Dataset excerpts
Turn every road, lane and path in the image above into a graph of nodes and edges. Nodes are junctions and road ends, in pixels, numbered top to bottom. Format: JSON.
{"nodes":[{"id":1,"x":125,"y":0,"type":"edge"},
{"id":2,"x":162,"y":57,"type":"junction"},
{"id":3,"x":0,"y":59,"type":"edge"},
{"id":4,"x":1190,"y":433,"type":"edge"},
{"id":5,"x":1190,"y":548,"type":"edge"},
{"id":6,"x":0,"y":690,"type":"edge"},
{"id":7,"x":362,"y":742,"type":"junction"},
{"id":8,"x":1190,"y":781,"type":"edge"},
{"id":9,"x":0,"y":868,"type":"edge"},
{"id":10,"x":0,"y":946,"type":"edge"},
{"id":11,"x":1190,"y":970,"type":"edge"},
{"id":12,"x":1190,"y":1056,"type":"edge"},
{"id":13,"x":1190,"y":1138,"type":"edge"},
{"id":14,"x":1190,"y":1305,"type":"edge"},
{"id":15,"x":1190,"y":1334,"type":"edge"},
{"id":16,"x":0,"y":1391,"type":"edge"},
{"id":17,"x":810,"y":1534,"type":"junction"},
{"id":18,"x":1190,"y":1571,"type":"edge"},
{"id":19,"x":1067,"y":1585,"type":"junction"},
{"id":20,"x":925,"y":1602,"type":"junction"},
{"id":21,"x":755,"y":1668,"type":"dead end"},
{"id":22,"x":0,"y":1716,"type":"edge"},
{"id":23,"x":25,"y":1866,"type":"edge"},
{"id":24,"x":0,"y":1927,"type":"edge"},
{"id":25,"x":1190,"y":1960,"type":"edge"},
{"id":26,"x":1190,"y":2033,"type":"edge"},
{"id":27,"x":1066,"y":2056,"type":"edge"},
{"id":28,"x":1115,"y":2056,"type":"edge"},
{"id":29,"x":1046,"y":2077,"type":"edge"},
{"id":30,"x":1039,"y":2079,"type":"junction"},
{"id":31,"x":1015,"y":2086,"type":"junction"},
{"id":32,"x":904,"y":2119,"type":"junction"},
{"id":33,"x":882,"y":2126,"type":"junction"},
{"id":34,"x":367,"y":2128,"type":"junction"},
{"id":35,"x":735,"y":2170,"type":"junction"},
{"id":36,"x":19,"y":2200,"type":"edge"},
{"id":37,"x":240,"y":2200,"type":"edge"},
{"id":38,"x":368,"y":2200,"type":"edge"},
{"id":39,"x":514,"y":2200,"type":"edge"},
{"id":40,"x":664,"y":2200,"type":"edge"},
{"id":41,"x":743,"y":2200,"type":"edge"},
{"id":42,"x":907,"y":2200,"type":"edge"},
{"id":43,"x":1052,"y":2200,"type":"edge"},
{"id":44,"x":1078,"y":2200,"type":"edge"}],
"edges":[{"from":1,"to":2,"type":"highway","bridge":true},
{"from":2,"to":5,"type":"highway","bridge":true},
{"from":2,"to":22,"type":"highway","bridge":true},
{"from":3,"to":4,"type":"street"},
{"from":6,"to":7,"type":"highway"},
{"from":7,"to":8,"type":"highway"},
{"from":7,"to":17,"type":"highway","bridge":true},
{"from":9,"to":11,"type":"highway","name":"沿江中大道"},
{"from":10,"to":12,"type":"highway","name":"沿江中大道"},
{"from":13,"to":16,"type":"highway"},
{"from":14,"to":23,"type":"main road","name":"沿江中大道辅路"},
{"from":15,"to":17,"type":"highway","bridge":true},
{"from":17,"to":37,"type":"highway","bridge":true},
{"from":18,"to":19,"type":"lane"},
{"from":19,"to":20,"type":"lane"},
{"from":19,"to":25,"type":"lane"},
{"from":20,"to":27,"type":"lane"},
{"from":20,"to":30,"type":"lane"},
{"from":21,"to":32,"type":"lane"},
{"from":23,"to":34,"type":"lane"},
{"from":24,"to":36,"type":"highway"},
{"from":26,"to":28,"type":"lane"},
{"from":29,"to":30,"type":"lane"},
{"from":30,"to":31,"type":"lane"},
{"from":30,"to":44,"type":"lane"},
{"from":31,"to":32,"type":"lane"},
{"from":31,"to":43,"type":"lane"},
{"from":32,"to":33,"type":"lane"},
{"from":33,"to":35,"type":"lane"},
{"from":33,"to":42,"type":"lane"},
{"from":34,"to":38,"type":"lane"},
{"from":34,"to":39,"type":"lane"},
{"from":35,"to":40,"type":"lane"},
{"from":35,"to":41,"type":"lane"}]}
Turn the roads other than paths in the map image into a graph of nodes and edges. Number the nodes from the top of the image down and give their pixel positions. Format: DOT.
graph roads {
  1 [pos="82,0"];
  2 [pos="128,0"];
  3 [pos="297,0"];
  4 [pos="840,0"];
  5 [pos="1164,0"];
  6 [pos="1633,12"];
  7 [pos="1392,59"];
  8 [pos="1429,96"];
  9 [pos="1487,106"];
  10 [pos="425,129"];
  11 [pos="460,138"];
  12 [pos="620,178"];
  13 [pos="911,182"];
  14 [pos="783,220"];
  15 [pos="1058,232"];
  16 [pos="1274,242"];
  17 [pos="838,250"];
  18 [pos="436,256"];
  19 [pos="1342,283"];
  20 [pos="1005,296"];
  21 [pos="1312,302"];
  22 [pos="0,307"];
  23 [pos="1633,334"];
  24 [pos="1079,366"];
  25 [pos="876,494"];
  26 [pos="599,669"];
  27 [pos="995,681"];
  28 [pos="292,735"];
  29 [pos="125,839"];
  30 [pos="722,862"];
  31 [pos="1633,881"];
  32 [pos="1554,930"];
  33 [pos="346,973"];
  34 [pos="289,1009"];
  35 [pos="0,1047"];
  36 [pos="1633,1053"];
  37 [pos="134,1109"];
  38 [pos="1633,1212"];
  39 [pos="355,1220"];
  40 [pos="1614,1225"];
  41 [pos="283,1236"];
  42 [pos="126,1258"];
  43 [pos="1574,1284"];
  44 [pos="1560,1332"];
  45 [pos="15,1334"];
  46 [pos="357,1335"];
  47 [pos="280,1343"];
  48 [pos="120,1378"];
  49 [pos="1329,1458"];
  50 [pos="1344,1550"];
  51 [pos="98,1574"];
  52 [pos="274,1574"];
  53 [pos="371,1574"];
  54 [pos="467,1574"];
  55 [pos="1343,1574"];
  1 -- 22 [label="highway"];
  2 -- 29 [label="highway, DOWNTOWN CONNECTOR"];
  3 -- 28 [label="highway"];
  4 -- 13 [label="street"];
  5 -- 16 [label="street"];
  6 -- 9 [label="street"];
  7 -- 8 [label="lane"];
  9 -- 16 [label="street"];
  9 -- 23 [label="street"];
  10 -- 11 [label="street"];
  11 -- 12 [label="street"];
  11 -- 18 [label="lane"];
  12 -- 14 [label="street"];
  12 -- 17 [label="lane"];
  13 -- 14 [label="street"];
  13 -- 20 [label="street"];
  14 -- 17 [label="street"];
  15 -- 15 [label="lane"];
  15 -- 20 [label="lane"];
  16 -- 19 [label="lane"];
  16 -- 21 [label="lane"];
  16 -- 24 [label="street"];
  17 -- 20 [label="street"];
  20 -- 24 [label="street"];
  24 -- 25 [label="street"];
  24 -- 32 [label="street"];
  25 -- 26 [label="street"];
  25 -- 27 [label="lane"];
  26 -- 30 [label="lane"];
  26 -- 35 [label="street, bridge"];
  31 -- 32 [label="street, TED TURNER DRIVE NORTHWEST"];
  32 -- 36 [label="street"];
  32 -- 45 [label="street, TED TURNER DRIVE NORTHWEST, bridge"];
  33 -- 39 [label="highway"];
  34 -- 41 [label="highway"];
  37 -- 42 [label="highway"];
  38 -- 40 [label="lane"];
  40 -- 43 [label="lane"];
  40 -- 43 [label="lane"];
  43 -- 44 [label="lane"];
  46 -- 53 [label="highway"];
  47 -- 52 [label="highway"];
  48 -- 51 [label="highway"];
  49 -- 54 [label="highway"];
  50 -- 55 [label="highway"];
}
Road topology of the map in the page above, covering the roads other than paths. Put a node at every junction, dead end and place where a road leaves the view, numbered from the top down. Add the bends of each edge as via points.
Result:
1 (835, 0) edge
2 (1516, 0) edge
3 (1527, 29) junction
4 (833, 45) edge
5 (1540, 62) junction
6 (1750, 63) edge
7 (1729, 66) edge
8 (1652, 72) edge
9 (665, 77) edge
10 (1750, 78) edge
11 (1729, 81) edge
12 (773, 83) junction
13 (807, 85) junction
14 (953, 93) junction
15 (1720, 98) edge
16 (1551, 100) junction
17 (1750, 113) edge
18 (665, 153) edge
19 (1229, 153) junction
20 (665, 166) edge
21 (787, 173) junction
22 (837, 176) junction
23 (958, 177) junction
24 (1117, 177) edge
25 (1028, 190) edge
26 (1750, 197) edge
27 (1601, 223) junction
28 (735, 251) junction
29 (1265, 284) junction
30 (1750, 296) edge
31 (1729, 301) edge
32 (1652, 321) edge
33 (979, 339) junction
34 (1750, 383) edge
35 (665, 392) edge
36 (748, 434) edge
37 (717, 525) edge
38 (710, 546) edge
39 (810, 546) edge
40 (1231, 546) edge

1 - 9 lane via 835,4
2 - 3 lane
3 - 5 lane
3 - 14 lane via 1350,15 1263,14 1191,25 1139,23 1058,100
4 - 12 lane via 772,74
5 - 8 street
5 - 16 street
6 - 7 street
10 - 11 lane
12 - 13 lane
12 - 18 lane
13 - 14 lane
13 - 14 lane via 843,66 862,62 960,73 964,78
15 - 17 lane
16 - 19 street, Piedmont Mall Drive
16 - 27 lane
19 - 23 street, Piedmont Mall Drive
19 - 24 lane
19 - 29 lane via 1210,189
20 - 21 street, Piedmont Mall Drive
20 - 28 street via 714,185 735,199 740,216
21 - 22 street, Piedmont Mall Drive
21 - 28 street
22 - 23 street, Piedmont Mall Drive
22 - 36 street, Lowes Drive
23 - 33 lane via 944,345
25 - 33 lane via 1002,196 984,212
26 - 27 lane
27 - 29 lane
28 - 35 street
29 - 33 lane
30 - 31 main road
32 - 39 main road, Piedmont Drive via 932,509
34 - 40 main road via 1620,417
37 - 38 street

— What to do —
Determine how many lines in the data above contain the string "Piedmont". Give nothing except the number.

— Answer to this problem —
6